**Description of the task:**
Extract the lines from the first line of the records below through the line containing "I need the junctions", inclusive, and reproduce them exactly as written.

[Saved entries]
* * * * * * *

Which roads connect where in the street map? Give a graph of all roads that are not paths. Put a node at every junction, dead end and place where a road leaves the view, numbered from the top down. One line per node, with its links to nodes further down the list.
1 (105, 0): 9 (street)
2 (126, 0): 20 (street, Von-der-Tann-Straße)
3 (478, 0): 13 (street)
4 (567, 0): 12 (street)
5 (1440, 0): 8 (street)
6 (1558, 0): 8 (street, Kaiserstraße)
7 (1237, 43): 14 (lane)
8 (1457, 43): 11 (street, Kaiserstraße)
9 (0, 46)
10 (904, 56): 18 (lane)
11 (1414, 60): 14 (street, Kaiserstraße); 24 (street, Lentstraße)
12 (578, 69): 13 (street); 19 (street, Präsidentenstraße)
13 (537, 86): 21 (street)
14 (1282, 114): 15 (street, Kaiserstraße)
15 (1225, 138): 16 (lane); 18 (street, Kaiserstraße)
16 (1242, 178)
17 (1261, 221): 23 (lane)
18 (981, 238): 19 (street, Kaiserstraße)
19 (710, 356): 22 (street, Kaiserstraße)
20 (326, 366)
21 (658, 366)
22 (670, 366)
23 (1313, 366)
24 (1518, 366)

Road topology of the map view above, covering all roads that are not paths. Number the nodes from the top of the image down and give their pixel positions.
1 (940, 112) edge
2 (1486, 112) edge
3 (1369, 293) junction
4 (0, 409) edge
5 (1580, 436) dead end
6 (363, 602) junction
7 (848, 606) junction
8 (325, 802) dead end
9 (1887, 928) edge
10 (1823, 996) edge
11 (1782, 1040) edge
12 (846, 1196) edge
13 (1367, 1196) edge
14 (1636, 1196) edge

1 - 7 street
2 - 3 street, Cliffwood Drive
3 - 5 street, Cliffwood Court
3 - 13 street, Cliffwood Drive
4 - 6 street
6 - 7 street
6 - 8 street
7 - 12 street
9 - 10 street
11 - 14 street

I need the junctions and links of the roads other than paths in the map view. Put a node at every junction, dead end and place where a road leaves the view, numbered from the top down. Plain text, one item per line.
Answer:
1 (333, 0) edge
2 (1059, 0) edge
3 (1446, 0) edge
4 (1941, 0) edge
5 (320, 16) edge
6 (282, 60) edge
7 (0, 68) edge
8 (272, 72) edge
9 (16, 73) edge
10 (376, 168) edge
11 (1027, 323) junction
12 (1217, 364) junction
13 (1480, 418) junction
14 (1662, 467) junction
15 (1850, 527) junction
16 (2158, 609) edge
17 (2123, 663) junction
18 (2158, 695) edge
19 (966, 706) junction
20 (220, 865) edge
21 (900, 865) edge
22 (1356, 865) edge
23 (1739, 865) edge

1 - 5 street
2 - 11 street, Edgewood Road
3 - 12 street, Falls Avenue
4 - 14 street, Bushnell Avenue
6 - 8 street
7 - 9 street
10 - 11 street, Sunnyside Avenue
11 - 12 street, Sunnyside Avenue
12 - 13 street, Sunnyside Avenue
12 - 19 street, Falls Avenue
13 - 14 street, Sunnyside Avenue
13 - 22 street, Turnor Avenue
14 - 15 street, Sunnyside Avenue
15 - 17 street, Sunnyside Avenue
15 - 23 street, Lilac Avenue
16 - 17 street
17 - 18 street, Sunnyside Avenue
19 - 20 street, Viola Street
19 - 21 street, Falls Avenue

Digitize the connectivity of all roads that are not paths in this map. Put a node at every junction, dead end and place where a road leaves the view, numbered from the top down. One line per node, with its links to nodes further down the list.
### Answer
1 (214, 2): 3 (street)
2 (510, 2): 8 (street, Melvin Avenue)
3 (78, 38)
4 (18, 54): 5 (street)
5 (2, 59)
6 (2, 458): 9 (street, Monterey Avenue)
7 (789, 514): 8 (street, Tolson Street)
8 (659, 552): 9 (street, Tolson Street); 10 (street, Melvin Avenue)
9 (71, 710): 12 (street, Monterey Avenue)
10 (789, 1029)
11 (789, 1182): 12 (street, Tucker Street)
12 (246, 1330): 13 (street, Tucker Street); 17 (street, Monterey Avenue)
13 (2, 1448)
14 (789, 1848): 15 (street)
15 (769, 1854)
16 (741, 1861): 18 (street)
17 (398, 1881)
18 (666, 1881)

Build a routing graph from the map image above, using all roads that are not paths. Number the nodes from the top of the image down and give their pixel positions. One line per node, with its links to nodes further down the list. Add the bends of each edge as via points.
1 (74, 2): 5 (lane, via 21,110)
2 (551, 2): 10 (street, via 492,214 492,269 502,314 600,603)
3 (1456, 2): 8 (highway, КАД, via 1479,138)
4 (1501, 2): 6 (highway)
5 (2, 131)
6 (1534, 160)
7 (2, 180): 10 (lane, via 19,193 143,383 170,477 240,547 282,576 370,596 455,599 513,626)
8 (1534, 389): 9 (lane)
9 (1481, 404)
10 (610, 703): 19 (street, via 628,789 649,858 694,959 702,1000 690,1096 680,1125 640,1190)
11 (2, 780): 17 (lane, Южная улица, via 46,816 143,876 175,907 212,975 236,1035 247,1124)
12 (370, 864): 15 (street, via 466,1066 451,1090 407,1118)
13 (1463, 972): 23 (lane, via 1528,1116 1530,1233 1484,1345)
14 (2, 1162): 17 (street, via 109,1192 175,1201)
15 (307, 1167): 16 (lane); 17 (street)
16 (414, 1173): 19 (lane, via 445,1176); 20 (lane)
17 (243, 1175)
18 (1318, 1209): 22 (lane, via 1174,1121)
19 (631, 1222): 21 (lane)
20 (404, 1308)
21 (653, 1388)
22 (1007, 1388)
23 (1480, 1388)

* * * * * * *

**Reply:**
Which roads connect where in the street map? Give a graph of all roads that are not paths. Put a node at every junction, dead end and place where a road leaves the view, numbered from the top down. One line per node, with its links to nodes further down the list.
1 (105, 0): 9 (street)
2 (126, 0): 20 (street, Von-der-Tann-Straße)
3 (478, 0): 13 (street)
4 (567, 0): 12 (street)
5 (1440, 0): 8 (street)
6 (1558, 0): 8 (street, Kaiserstraße)
7 (1237, 43): 14 (lane)
8 (1457, 43): 11 (street, Kaiserstraße)
9 (0, 46)
10 (904, 56): 18 (lane)
11 (1414, 60): 14 (street, Kaiserstraße); 24 (street, Lentstraße)
12 (578, 69): 13 (street); 19 (street, Präsidentenstraße)
13 (537, 86): 21 (street)
14 (1282, 114): 15 (street, Kaiserstraße)
15 (1225, 138): 16 (lane); 18 (street, Kaiserstraße)
16 (1242, 178)
17 (1261, 221): 23 (lane)
18 (981, 238): 19 (street, Kaiserstraße)
19 (710, 356): 22 (street, Kaiserstraße)
20 (326, 366)
21 (658, 366)
22 (670, 366)
23 (1313, 366)
24 (1518, 366)

Road topology of the map view above, covering all roads that are not paths. Number the nodes from the top of the image down and give their pixel positions.
1 (940, 112) edge
2 (1486, 112) edge
3 (1369, 293) junction
4 (0, 409) edge
5 (1580, 436) dead end
6 (363, 602) junction
7 (848, 606) junction
8 (325, 802) dead end
9 (1887, 928) edge
10 (1823, 996) edge
11 (1782, 1040) edge
12 (846, 1196) edge
13 (1367, 1196) edge
14 (1636, 1196) edge

1 - 7 street
2 - 3 street, Cliffwood Drive
3 - 5 street, Cliffwood Court
3 - 13 street, Cliffwood Drive
4 - 6 street
6 - 7 street
6 - 8 street
7 - 12 street
9 - 10 street
11 - 14 street

I need the junctions and links of the roads other than paths in the map view. Put a node at every junction, dead end and place where a road leaves the view, numbered from the top down. Plain text, one item per line.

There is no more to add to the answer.